The crimes of Padre Pérez … and Marciel Maciel
The ghost of pedophile, drug-addict, embezzler, apparent blackmailer, and — incidentally — founder of the Legion of Christ, still hovers over the Prelature of Cancún. Despite a troubled path to ordination (his scandalous behavior as a seminarian allegedly caused his uncle, the-Bishop, now Saint Rafael Guizar, to have a fatal heart attack), the Michaocán priest rose to prominence within the Church under John Paul II’s Papacy, as the founder and leader of an order that was seen as a counterweight to “liberation theology”. Although controversial, Legion seminarians and priests took not only the traditional oaths of poverty, chastity, and obedience required in many traditional orders, but also vows of humility and personal allegiance to the Pope… and Marciel Maciel.
Always having an eye towards the “main chance,” The future Papal adviser on Mexican affairs saw as early as 1970 that the planned resort town of Cancún would attract the kind of wealth that he could profitably milk, and through his friendship with then Mexican President Luis Echeverría was able to convince Pope Paul VI to create… not a dioceses (where the regular clergy would normally run things) but a Prelature for “missionaries”… specifically Legion of Christ priests.
Before his downfall and banishment (to Jacksonville, Florida of all places… although how a wanted pedophile was able to get a visa to the United States has never been explained) by Pope Benedict XVI, the Legion of Christ and Maciel had “locked in” Cancún, not only filling Prelature offices (with the present bishop,Pedro Pablo Elizondo Cárdenas, plucked from teaching at a Legion of Christ seminary in the United States), but also serving as parish priests to Cancún’s growing service workers.
Enter Padre Pablo Pérez Guajardo. Before and after his ordination in 1991, Padre Peréz had worked for Maciel and the Legion in Rome, in a number of administrative posts. A native of Playa del Carmen, he returned to Mexico in 2006 to care for his terminally ill mother, and after her death was sent by the order “on the road” as a “spiritual director” to would-be wealthy donors to Maciel and his order. Landing in Cancún, was ordered back to Playa del Carmen, and wait.
Padre Pablo … without so much as a by your leave from his Bishop… took up the duties of a normal parish priest in a Mayan working class neighborhood. Seeing that the Prelature’s reason for existence was supposedly to provide priests to the Mayans (at least that’s what Maciel had told Echivierra and Paul VI), there wasn’t a whole lot Bishop Pedro Pablo Elizondo could do about a priest who was doing the kinds of things “good shepherds” should be doing… assisting his parishioners in negotiating the bureaucracy, pushing for better social services for the neighborhood, working with social workers to lower the high suicide rate among Mayan youths. Not exactly “liberation theology” (which the Legion was meant to counter), but the “church of the poor” was not exactly what the Legion was all about either.

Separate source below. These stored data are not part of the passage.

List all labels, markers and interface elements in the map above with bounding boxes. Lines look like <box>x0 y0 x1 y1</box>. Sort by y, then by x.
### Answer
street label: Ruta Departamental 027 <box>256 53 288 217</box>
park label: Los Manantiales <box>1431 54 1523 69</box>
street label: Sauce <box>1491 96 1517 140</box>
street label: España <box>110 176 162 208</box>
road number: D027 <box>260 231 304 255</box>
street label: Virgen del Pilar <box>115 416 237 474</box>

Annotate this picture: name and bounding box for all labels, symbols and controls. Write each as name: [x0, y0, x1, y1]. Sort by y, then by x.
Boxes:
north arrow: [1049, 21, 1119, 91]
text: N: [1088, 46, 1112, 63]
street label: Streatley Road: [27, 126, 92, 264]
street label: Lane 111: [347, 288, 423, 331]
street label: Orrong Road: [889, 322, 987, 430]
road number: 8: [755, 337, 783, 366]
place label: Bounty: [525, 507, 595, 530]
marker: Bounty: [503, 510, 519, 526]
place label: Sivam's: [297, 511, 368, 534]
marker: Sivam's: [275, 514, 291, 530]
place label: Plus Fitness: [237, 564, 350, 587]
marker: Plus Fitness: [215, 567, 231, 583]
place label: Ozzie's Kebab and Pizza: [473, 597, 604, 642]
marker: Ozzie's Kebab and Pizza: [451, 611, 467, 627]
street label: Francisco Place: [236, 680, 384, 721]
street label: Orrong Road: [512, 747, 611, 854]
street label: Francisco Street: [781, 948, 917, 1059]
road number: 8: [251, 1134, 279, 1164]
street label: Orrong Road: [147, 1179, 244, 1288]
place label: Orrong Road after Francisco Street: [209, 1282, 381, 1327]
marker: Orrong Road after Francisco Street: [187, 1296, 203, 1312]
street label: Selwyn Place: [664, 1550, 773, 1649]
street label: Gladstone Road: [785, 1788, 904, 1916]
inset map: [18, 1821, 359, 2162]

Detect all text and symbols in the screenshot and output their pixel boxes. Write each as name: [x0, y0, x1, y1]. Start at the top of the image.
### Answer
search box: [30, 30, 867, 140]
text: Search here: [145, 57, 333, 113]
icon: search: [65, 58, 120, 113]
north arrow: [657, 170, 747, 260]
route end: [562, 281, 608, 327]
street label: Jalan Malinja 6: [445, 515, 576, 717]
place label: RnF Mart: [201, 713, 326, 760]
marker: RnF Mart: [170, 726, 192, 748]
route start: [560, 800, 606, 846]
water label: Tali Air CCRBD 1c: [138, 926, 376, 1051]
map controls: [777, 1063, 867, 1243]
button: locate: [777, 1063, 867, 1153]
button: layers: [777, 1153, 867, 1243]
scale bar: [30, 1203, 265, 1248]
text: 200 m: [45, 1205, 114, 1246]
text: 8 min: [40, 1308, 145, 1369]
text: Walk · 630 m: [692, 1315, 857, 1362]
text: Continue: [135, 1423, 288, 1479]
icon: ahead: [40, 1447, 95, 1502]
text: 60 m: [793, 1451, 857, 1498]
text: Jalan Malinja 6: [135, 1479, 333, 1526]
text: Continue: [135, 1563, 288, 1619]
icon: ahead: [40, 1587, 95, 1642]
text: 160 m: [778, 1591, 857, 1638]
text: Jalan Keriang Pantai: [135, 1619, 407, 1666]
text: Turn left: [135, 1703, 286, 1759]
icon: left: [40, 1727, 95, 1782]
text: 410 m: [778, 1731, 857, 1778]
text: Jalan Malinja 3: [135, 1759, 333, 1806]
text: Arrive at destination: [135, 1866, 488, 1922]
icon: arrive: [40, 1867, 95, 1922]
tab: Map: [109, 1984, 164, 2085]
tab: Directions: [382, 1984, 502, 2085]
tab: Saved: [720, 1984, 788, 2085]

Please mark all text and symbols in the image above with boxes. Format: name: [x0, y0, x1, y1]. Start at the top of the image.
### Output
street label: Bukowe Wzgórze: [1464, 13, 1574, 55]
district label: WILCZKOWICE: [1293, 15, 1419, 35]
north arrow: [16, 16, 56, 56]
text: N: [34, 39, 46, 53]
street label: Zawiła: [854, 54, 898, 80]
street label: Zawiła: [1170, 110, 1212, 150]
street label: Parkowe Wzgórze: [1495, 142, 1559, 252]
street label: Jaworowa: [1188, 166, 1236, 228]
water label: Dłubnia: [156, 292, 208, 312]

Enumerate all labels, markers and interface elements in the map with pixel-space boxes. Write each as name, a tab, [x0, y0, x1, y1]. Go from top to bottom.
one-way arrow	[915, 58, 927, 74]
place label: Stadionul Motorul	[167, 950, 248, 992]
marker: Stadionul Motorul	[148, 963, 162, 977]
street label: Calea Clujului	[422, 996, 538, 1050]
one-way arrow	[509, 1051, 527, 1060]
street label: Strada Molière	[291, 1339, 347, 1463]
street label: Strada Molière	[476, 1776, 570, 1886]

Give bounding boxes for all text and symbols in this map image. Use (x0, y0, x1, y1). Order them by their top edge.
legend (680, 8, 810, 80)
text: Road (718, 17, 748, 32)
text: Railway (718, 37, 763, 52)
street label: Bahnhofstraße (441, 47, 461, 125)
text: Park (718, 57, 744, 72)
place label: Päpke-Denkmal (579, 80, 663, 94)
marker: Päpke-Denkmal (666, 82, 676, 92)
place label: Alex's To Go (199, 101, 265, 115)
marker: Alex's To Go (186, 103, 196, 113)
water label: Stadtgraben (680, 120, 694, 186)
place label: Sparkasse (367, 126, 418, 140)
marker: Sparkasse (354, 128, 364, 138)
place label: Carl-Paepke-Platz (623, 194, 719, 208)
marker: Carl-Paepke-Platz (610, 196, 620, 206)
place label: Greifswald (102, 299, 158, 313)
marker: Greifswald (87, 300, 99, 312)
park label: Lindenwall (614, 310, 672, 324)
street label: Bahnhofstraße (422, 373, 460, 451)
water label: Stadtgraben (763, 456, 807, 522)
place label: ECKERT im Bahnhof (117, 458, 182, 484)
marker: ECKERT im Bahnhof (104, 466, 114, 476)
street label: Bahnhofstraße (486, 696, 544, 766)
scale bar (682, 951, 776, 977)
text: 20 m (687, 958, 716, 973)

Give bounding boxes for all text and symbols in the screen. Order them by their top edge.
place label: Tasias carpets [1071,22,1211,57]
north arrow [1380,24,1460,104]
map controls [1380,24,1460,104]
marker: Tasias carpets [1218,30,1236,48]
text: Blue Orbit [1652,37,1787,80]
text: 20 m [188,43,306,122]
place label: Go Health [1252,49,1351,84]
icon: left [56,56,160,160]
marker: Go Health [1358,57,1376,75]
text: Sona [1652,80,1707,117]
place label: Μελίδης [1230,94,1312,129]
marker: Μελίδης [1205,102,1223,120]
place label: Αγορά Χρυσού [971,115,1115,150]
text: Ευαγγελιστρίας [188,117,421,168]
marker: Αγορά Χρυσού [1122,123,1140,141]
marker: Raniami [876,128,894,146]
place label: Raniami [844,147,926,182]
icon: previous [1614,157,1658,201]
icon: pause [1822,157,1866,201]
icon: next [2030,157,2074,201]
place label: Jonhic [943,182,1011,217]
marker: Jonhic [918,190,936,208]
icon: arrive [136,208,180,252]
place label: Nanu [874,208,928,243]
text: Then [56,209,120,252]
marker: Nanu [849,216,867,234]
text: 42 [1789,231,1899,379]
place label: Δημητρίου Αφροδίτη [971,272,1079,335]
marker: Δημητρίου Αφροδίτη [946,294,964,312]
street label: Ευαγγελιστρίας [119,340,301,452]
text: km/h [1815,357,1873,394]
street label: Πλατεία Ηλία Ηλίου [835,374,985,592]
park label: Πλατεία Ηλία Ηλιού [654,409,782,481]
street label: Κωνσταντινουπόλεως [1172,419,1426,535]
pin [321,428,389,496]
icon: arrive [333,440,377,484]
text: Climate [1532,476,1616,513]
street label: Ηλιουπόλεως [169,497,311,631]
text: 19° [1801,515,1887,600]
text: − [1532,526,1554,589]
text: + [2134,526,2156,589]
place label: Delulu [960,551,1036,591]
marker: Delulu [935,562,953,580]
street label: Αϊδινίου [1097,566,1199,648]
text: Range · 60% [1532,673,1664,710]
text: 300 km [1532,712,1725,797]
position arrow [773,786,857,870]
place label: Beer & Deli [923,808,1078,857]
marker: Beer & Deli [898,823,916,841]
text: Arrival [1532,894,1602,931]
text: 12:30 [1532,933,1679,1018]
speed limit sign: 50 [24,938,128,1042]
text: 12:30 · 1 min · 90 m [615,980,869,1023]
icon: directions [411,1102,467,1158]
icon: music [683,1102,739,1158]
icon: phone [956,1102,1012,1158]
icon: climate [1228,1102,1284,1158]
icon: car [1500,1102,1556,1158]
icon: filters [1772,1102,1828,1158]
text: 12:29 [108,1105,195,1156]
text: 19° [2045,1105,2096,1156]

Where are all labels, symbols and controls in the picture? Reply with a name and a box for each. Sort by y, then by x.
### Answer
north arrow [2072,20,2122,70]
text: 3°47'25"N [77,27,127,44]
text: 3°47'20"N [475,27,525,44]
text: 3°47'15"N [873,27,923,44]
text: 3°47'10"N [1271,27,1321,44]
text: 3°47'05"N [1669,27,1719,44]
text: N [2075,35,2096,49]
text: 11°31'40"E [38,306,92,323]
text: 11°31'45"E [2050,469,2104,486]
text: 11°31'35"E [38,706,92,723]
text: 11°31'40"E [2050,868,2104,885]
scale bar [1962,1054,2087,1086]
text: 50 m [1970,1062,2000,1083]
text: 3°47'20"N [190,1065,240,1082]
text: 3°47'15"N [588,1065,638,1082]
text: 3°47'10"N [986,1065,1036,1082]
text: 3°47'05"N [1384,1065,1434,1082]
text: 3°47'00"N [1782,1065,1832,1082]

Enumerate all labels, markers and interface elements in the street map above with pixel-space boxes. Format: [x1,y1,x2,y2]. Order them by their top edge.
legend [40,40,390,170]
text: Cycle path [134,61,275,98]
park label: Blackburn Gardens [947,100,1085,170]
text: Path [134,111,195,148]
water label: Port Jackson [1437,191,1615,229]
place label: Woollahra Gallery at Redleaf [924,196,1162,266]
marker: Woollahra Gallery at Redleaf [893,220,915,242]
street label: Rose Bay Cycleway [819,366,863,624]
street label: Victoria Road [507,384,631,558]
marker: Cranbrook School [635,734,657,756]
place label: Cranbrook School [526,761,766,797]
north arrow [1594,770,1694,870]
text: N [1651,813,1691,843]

In other words, Padre Pablo went rogue from the rogues.
That in itself made Padre Pérez a pain in the ecclesiastic wazoo, but it was when Pérez started spilling the inside dope on Maciel, and on the workings of the Legion that the Bishop acted. In September 2010 (Maciel had died in disgrace in January 2008), while the Legion was still fighting off forced reorganization, but had released priests from the vows to Maciel, Pérez wrote the new head of the order, detailing not only what he knew about Maciel’s corruption and pedophilia, but that of other priests in the order. Worse yet, he stated telling whoever would listen about the ties between local clerical and political corruption, especially when he saw collusion between local officials and the clergy that worked against the interests of his own parishioners. By 2014, when Padre Pérez was laying out his accusations in the national press, the Bishop finally had to “do something”.
With the Legion having been in under forced reorganization … and rather like a bankrupt business under a special master, its management being overseen by an outsider… and with even its wealthy backers loathe to be connected to it… and a new Pope who seems to favor the “church of the poor”, the best Bishop Elizondo could come up with was to claim Pérez was challenging “ecclesiastical unity” (in other words, out of step with the status quo). As Pérez put it, “The bishop was very upset because I’m outside the ecclesiastical chain of command. And if that were not enough, some parents in Playa del Carmen complained to Bishop Elizondo that I was teaching Liberation Theology, to which I replied I’m not, but simply being close to the people.”
To undermine Pérez, the most the Bishop suspended Baptisms for children whose parents received pre-baptismal counseling from Pérez. And ordered Pérez not to perform Baptisms. It was obviously meant to undermine his “spiritual authority” but mostly has meant that Padre Pérez is spending less time with expectant parents and new babies, and more time hounding the municipal authorities for better pre-natal care and assistance for the Mayans… and building political ties with opposition politicians and other working priests.
Just after Christmas, the Bishop gave up, restoring the rights of Padre Pérez to baptize children and counsel their parents. Sometimes the right side wins.